Stored items
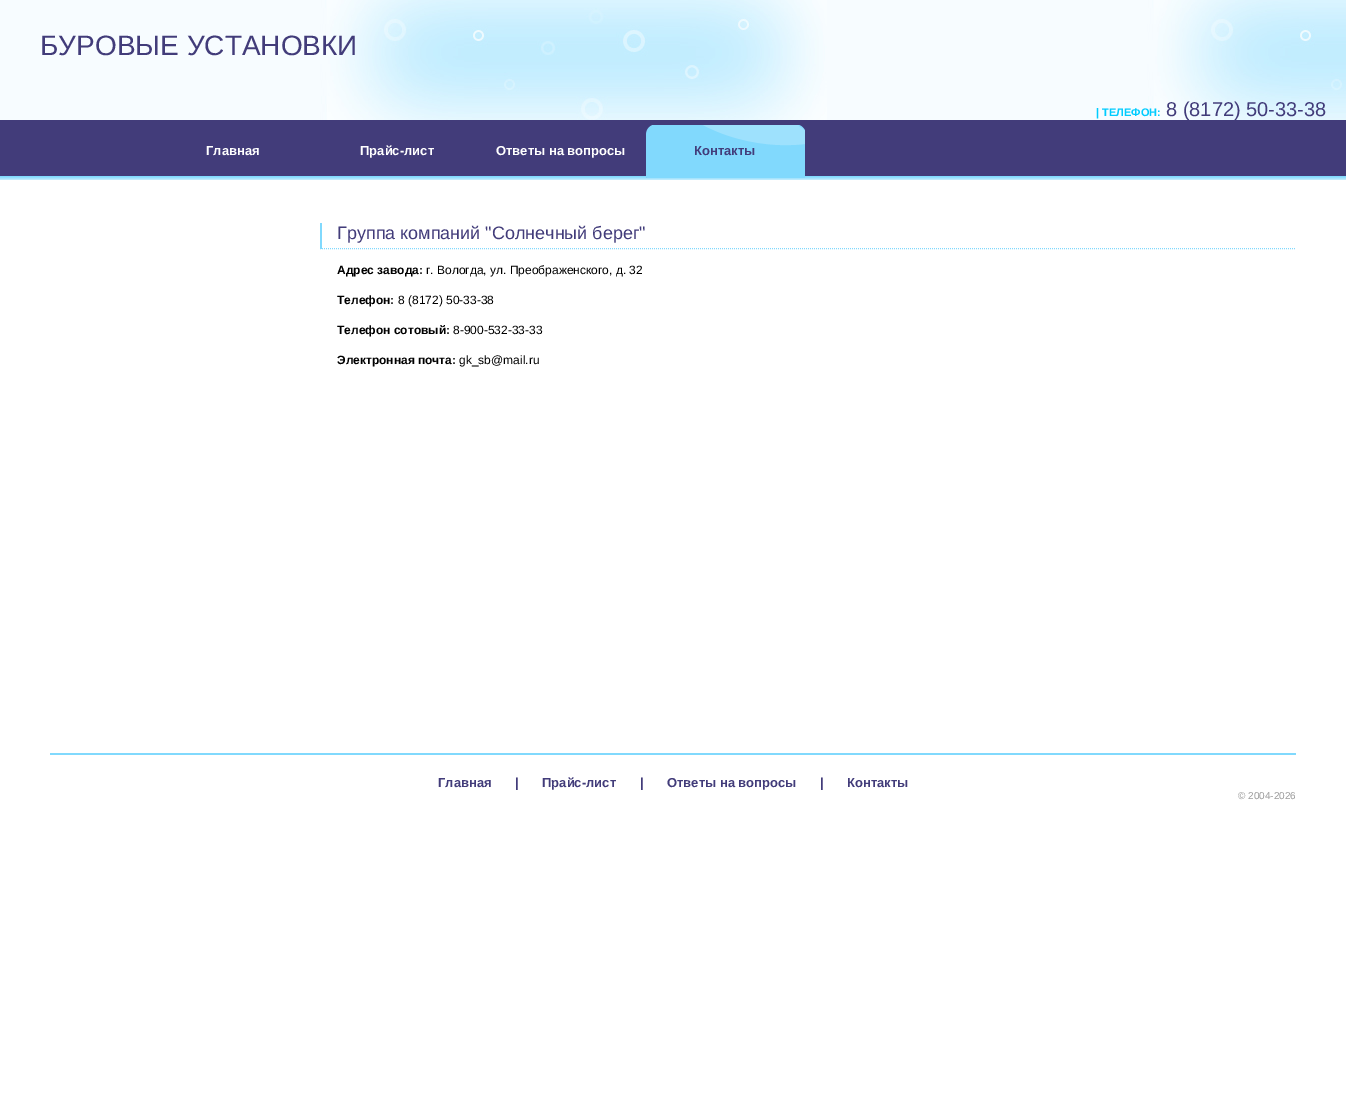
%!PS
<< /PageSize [1346 1105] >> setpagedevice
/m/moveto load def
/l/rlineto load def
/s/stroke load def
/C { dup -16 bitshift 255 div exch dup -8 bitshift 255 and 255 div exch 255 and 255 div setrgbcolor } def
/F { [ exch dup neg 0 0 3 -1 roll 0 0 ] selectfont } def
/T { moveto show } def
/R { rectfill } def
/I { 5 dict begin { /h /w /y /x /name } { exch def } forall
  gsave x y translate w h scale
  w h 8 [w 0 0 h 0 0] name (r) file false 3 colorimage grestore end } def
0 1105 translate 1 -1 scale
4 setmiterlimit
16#FFFFFF C
0 0 1346 1105 R
(1.rgb) 0 0 1346 120 I
/LiberationSans-Regular 28 F
16#423C7A C
(БУРОВЫЕ УСТАНОВКИ) 40 55 T
/LiberationSans-Bold 11 F
16#00CCFF C
(| ТЕЛЕФОН:) 1096 116 T
/LiberationSans-Regular 20 F
16#423C7A C
(8 \(8172\) 50-33-38) 1166 116 T
0 120 1346 56 R
(2.rgb) 0 176 1346 4 I
/LiberationSans-Bold 13 F
16#FFFFFF C
(Главная) 206 155 T
(Прайс-лист) 360 155 T
(Ответы на вопросы) 496 155 T
(3.rgb) 646 125 159 53 I
16#423C7A C
(Контакты) 694 155 T
16#81D9FD C
[1 1] 0 setdash
320 248.5 m 976 0 l s
320 223 2 26 R
/LiberationSans-Regular 18 F
16#423C7A C
(Группа компаний "Солнечный берег") 337 239 T
/LiberationSans-Bold 12 F
16#000000 C
(Адрес завода:) 337 274 T
/LiberationSans-Regular 12 F
(г. Вологда, ул. Преображенского, д. 32) 426 274 T
/LiberationSans-Bold 12 F
(Телефон:) 337 304 T
/LiberationSans-Regular 12 F
(8 \(8172\) 50-33-38) 398 304 T
/LiberationSans-Bold 12 F
(Телефон сотовый:) 337 334 T
/LiberationSans-Regular 12 F
(8-900-532-33-33) 453 334 T
/LiberationSans-Bold 12 F
(Электронная почта:) 337 364 T
/LiberationSans-Regular 12 F
(gk_sb@mail.ru) 459 364 T
16#81D9FD C
50 753 1246 2 R
/LiberationSans-Bold 13 F
16#423C7A C
(Главная) 438 787 T
(|) 515 787 T
(Прайс-лист) 542 787 T
(|) 640 787 T
(Ответы на вопросы) 667 787 T
(|) 820 787 T
(Контакты) 847 787 T
/LiberationSans-Regular 10 F
16#999999 C
(© 2004-2026) 1238 799 T
showpage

# What you need to do:
In the records above, find the line containing "4 setmiterlimit" and output every line from the first through that one, exactly, omitting pictures.

# Exercise solution:
%!PS
<< /PageSize [1346 1105] >> setpagedevice
/m/moveto load def
/l/rlineto load def
/s/stroke load def
/C { dup -16 bitshift 255 div exch dup -8 bitshift 255 and 255 div exch 255 and 255 div setrgbcolor } def
/F { [ exch dup neg 0 0 3 -1 roll 0 0 ] selectfont } def
/T { moveto show } def
/R { rectfill } def
/I { 5 dict begin { /h /w /y /x /name } { exch def } forall
  gsave x y translate w h scale
  w h 8 [w 0 0 h 0 0] name (r) file false 3 colorimage grestore end } def
0 1105 translate 1 -1 scale
4 setmiterlimit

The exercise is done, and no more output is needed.